Liminar adia prazos para empresa pagar tributos estaduais

Uma empresa de pequeno porte obteve liminar que prorroga os prazos dos tributos e parcelamentos de débitos estaduais vencidos desde 1º de março até 1º de maio. Essa é a primeira decisão neste sentido da qual se tem notícia, mas já incentiva outras a tentarem obter o mesmo. A Federação e o Centro das Indústrias do Estado de São Paulo (Fiesp/Ciesp) entraram com mandado de segurança com pedido semelhante.

A decisão que beneficia a empresa de pequeno porte é da juíza Alexandra Fuchs de Araújo, da 6ª Vara de Fazenda Pública de São Paulo. “O mais crítico no atual momento é que, mesmo querendo exercer suas atividades, a autora não poderá, não por conta exclusiva da quarentena determinada pelo governo: o fato é que o mundo vive um momento de paralisação, e nenhum esforço individual da empresa seria capaz de superar os obstáculos impostos”, diz a magistrada na decisão (processo nº 1016209-67.2020.8.26.0053).

A Fiesp/Ciesp pede a prorrogação dos parcelamentos e dos tributos estaduais, especialmente o ICMS, relativos a operações de março a junho, por 180 dias a contar da data de cada vencimento, sem que sejam aplicadas multas. O requerimento inclui os tributos pagos pelo Simples e por substituição tributária.

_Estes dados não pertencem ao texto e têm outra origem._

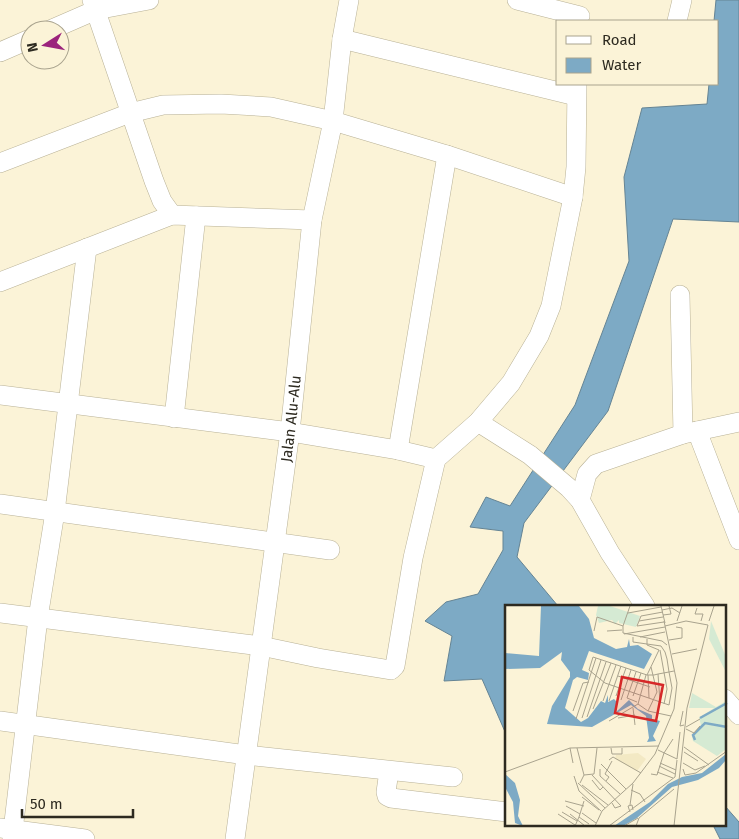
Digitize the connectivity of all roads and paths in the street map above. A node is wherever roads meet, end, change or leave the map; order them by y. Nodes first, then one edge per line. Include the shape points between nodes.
1 (149, 0) edge
2 (349, 0) edge
3 (517, 0) edge
4 (682, 0) edge
5 (94, 5) edge
6 (580, 12) edge
7 (68, 20) edge
8 (678, 20) edge
9 (342, 39) junction
10 (20, 43) edge
11 (0, 52) edge
12 (577, 90) edge
13 (130, 112) junction
14 (333, 121) junction
15 (447, 155) junction
16 (0, 163) edge
17 (573, 197) junction
18 (172, 214) junction
19 (196, 216) junction
20 (312, 220) junction
21 (87, 248) junction
22 (0, 282) edge
23 (680, 295) dead end
24 (0, 396) edge
25 (67, 404) junction
26 (174, 418) junction
27 (478, 422) junction
28 (739, 422) edge
29 (290, 432) junction
30 (690, 433) junction
31 (398, 450) junction
32 (436, 459) junction
33 (574, 494) junction
34 (0, 504) edge
35 (55, 512) junction
36 (735, 515) edge
37 (739, 540) edge
38 (276, 541) junction
39 (330, 550) dead end
40 (643, 605) edge
41 (0, 613) edge
42 (38, 618) junction
43 (261, 646) junction
44 (0, 721) edge
45 (26, 725) junction
46 (246, 755) junction
47 (389, 771) junction
48 (453, 777) dead end
49 (505, 812) edge
50 (8, 832) edge
51 (85, 839) edge
52 (235, 839) edge

1 - 5 street
2 - 9 street, Jalan Alu-Alu
3 - 6 street
4 - 8 street
5 - 7 street
5 - 13 street
9 - 12 street
9 - 14 street, Jalan Alu-Alu
10 - 11 street
12 - 17 street
13 - 14 street via 163,105 271,106
13 - 16 street
13 - 18 street via 162,201
14 - 15 street
14 - 20 street, Jalan Alu-Alu
15 - 17 street
15 - 31 street
17 - 27 street via 552,306 539,336 511,383
18 - 19 street
18 - 21 street
19 - 20 street
19 - 26 street
20 - 29 street, Jalan Alu-Alu
21 - 22 street
21 - 25 street
23 - 30 street
24 - 25 street
25 - 26 street
25 - 35 street
26 - 29 street
27 - 32 street
27 - 33 street via 530,455
28 - 30 street
29 - 31 street
29 - 38 street, Jalan Alu-Alu
30 - 33 street via 596,464
30 - 36 street
31 - 32 street
32 - 43 street via 413,558 395,666 391,670
33 - 40 street
34 - 35 street
35 - 38 street
35 - 42 street
36 - 37 street
38 - 39 street
38 - 43 street, Jalan Alu-Alu
41 - 42 street
42 - 43 street
42 - 45 street
43 - 46 street, Jalan Alu-Alu
44 - 45 street
45 - 46 street
45 - 50 street
46 - 47 street
46 - 52 street, Jalan Alu-Alu
47 - 48 street
47 - 49 street via 386,792 391,798
50 - 51 street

Segundo Helcio Honda, diretor jurídico da Fiesp, os principais argumentos apresentados foram a instituição da quarentena pelo governo estadual (Decreto nº 64.881) até 7 de abril, e a concessão ao Estado de liminar, pelo ministro do Supremo Tribunal Federal (STF) Alexandre de Moraes, que desobriga o governo de São Paulo de pagar as parcelas da dívida com a União Federal.

“Diferentemente do Estado, as empresas não têm como se financiar para pagar suas contas. Os bancos privados estão temerosos em conceder crédito e, ainda que se recorra a bancos públicos, por melhor que seja o financiamento, este necessariamente será mais oneroso às empresas do que a postergação do recolhimento dos tributos”, argumenta no mandado de segurança com pedido de liminar.

A Fiesp/Ciesp também alegaram que empresas já obtiveram liminares pelo adiamento do pagamento de tributos federais. Na semana passada, o Judiciário proferiu as primeiras liminares para suspender os prazos da União, em geral, por três meses.